Solution-processed yolk–shell-shaped WO3/BiVO4 heterojunction photoelectrodes for efficient solar water splitting

Abstract

The WO₃/BiVO₄ heterojunction is regarded as one of the most promising photoanode materials for photoelectrochemical (PEC) water splitting. To improve the solar water splitting efficiency, maximizing the solar light absorption efficiency in a photoelectrode is still a critical issue. Here, to achieve the aforementioned need, we designed and fabricated a WO₃ film consisting of yolk–shell structured nanoparticles via solution processing. A thin BiVO₄ layer with a smaller bandgap was coated onto the surface and inside the WO₃ shells, providing a rationally designed inner space between the particles and the shell for better electrolyte accessibility. The yolk–shell-shaped PEC photoanode not only induces efficient light absorption but also plays an important role in electron collection from BiVO₄ due to an enlarged contact area.

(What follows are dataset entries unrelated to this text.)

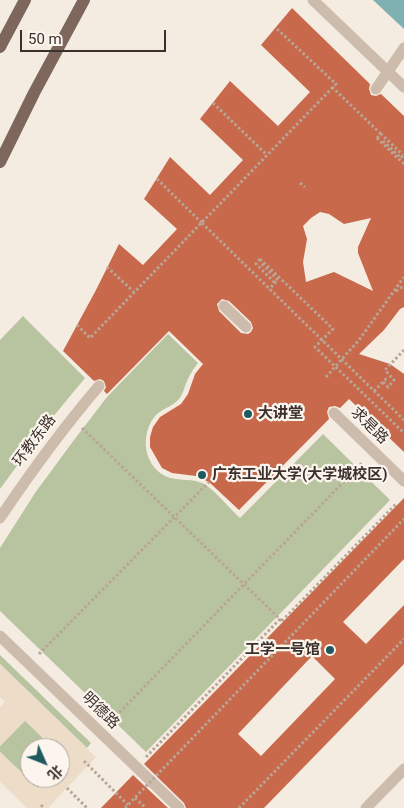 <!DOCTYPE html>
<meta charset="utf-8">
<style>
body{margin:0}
#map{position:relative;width:404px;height:808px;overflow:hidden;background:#f4ebe1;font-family:Roboto,"Noto Sans SC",sans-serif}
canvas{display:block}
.north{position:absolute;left:20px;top:738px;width:50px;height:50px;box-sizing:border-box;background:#fbf5ee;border:1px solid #aea6a0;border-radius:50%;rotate:134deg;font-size:14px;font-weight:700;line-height:20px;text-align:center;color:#3b302b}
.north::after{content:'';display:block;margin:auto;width:18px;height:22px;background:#1f5a5e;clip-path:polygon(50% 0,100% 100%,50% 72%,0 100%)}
.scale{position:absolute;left:20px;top:30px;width:146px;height:22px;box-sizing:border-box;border:2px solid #3b302b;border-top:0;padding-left:6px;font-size:15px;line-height:18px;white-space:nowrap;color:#3b302b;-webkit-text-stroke:4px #fbf5ee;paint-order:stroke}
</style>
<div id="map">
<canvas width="404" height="808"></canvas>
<div class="north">北</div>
<div class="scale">50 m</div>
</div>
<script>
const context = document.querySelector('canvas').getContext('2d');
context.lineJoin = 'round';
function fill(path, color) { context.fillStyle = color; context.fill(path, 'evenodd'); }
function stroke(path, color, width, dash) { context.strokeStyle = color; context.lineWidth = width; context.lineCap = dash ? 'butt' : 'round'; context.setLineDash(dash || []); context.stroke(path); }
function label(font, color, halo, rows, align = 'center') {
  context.font = font + ' Roboto,"Noto Sans SC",sans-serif'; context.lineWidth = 4.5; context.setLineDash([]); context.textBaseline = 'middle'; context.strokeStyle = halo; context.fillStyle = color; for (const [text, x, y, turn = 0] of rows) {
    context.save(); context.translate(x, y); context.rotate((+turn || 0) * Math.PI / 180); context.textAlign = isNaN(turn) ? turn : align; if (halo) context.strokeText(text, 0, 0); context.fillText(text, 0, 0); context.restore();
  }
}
const green = new Path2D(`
 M23,316L85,378L52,418L0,489V340Z
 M168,334L198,363C194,368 190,374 188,379C184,386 184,394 178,400C172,407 163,408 156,415C139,434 143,469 170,478C181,481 193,478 204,484C216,491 229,508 240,518L323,434L390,500L146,752L0,611V548L35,493L74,440L107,397Z
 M0,655L91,743L87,748L0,664Z
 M25,720L53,748H30V778H47L38,788L0,752V746Z`);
const plaza = new Path2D(`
 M0,664L96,757L48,808H27L0,782V752L38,788L47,778H60V765L65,759L60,754V748H53L25,721L0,746V707L5,702L0,697Z`);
const water = new Path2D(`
 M373,0H404V29Z`);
const building = new Path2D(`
 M292,8L370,84L369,89L371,95L376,96L381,94L404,116V307L400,309L384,330L359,354L390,364L404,374V452L349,399L340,408L335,406L329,407L327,412L329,419L239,510L209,482L196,476L172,473L162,468L150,447V437L153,427L160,417L181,404L188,394L195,374L203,364L169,331L107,394L104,391L106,387L104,381L100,379L94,381L63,351L96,290L119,244L143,265L177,229L144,199L170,157L210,195L243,160L200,119L230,81L278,126L310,92L261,45ZM320,212L329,214L344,224L371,218L358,247V253L373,291L334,272L306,282L303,262L307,239L303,226L311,218ZM222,299L229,301L251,322L253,328L251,332L248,334L241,333L219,311L217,304Z
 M404,498V559L343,622L366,644L404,605V664L264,808H186L184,803L144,764ZM312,656L335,679L261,756L238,734Z
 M133,775L168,808H101Z`);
const path = new Path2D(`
 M213,103L267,155
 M377,138L404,164
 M383,141L401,158L404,154
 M157,179L202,223
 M300,183L305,187
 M260,259L282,280
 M262,264L278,280L269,289
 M107,267L134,292
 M396,291L404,286
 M77,325L90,338L336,84L276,28
 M326,377L359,340L404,277
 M383,382L388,387L394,380L385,370L404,350
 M374,391L386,379L388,380
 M82,428L283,622
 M282,621L397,503
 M39,654L209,482
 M109,723L363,462
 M146,757L280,619
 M84,761L128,805
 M67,788L87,808
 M135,798L146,808
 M41,805L44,808
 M239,808L404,639`);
const service = new Path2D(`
 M313,0L404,87
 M376,89L404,48
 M224,306L246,327
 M334,413L404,481
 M0,518C31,472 63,428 99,386
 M0,636L179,808
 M366,808L404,769`);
const primary = new Path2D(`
 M0,47L25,0
 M0,162L34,93L84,0`);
const pathBridge = new Path2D(`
 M332,87L381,134
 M377,138L381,134L403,155
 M202,223L404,420
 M260,259L256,264L275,283
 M282,280L333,329L315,347L404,433
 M125,808L404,519`);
const markers = [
 [248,414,5,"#1f5a5e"],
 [202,475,5,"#1f5a5e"],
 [330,650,5,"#1f5a5e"]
];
const poiNames = [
 ["大讲堂",258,414],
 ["广东工业大学(大学城校区)",212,475],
 ["工学一号馆",320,650,"right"]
];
const streetNames = [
 ["求是路",369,426,44],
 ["环教东路",35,441,-53],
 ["明德路",100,711,44]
];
fill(green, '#b8c4a0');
fill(plaza, '#ecdcc8');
fill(water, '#7fb0b2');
fill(building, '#c8694b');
stroke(path, '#b9a596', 3, [2.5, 2.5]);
stroke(service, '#cdbbac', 11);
stroke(primary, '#7d675c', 12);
stroke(pathBridge, '#b9a596', 3, [2.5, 2.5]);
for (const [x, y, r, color] of markers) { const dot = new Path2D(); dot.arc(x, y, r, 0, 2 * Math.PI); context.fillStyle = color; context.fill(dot); stroke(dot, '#fbf5ee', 2); }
label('bold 15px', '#3b302b', '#fbf5ee', poiNames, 'left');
label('15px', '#3b302b', '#fbf5ee', streetNames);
</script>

The structure–PEC performance relationship was studied by combining ultraviolet-visible (UV-vis) absorption spectroscopy with a specular and diffuse reflectance technique, which illustrates that the yolk–shell morphology has a superior light absorption ability than conventional hollow or dense film structures. The pure yolk–shell (Y-WO₃/BiVO₄) photoanode possessed a photocurrent density of 2.3 mA cm⁻² and achieved a highest value of ∼5.0 mA cm⁻² after adding a Fe–Ni co-catalyst at a bias of 1.23 V vs. RHE under AM 1.5 illumination (100 mW cm⁻²).